May 25, 2006

Oh me? I'm on business.

I have a confession to make. I love business trips.

Among my contemporaries, it's fashionable to complain about travel. Somehow, these complaints always strike me as overly affected.

"Oh, mercy me! If I have to eat free room service salmon one more time, I do believe I'll die of ennui!"

If I traveled every week, or I had a precocious toddler in my possession, I might feel a little resentment toward these trips. But I don't. And so I approach business trips as I approach most of life's little inevitables: with as much joy as possible.



I'm writing this in a comfortably apportioned hotel room in Tucson, Arizona. My employer is more discriminating in hotel selection than I am, so my two-room Embassy Suite is smoothing over the wounds left by my unfortunate sojourn at the Las Vegas Howard Johnson.

There's something undeniably flattering about being sent on a business trip. It makes me feel like a valuable and unique part of the company: I'm not just some nameless drone with a hundred counterparts in the Reno office. I am important enough for my employer to shell out a few hundred bucks to share my Monica-ness with another office.

On these trips, I often feel like a little kid pretending to be an executive. Checking my itinerary on a Blackberry, striding up to the gold counter at Hertz Rent-a-Car, flipping through the complimentary USA Today over breakfast - these are tasks that most people approach with a detached nonchalance, but inside I feel like giggling at how grown up I might look.

Sure, I've had to work hard here, harder than I work on an average day. But there are still parts of the day when I'm not working, and in those moments I can't help but enjoy discovering a new place.

It's so hot and dry that outdoor seating areas are surrounded by thin pipes that spray a fine mist of cool water onto the people beneath them.

I can't explain why, but cacti always make me smile.

The world of chilies is so much richer and more diverse than I had ever imagined.

Even the more banal parts of these trips contain little pleasures.
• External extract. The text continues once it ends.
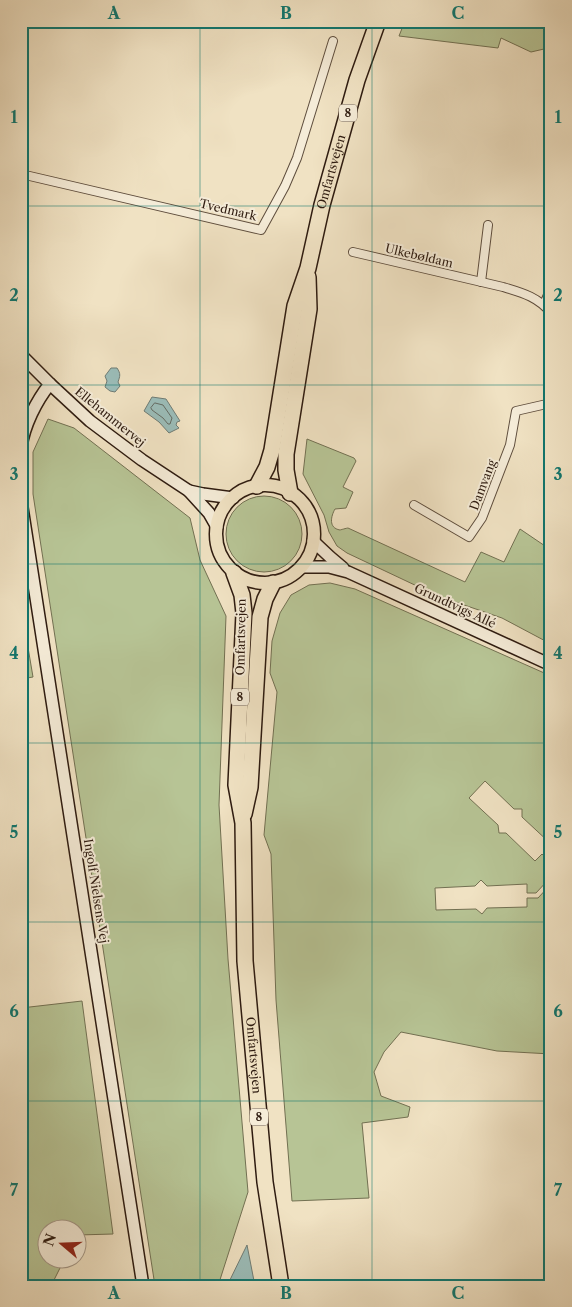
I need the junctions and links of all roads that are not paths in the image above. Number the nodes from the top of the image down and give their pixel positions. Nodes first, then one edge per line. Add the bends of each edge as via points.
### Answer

As much as I miss sleeping next to my husband, I love sprawling out over five down pillows on a king sized bed. I love choosing a restaurant for dinner without having to consider anyone else's enjoyment but my own. I love wearing a spaghetti-strap tank top to breakfast without feeling self conscious about my flabby arms because, hey, nobody knows me here.

At home, I'm terrified of sleeping alone. Here, I am not afraid. Perhaps the ghosts don't know where to find me.

Without the distractions of home, I have time to read novels and trashy magazines. I drive around in my rental car, intentionally getting lost.

My visit prompts coworkers here to live just a little more brightly. They take me to the places one takes out-of-towners, those memorable local haunts that the locals never make time to visit. They see their own city and their own office through fresh eyes, remembering that yes, it is rather remarkable to have a Pac-Man machine in the break room.

Tomorrow, my trip draws to an end. I didn't take any pictures or buy any Native American jewelry, but I've enjoyed Tucson. Even better, I will be able to get off the plane tomorrow with a fresh appreciation of Reno. I consider it a sign of a life well-lived when the best part of any trip is returning home.

Cheers.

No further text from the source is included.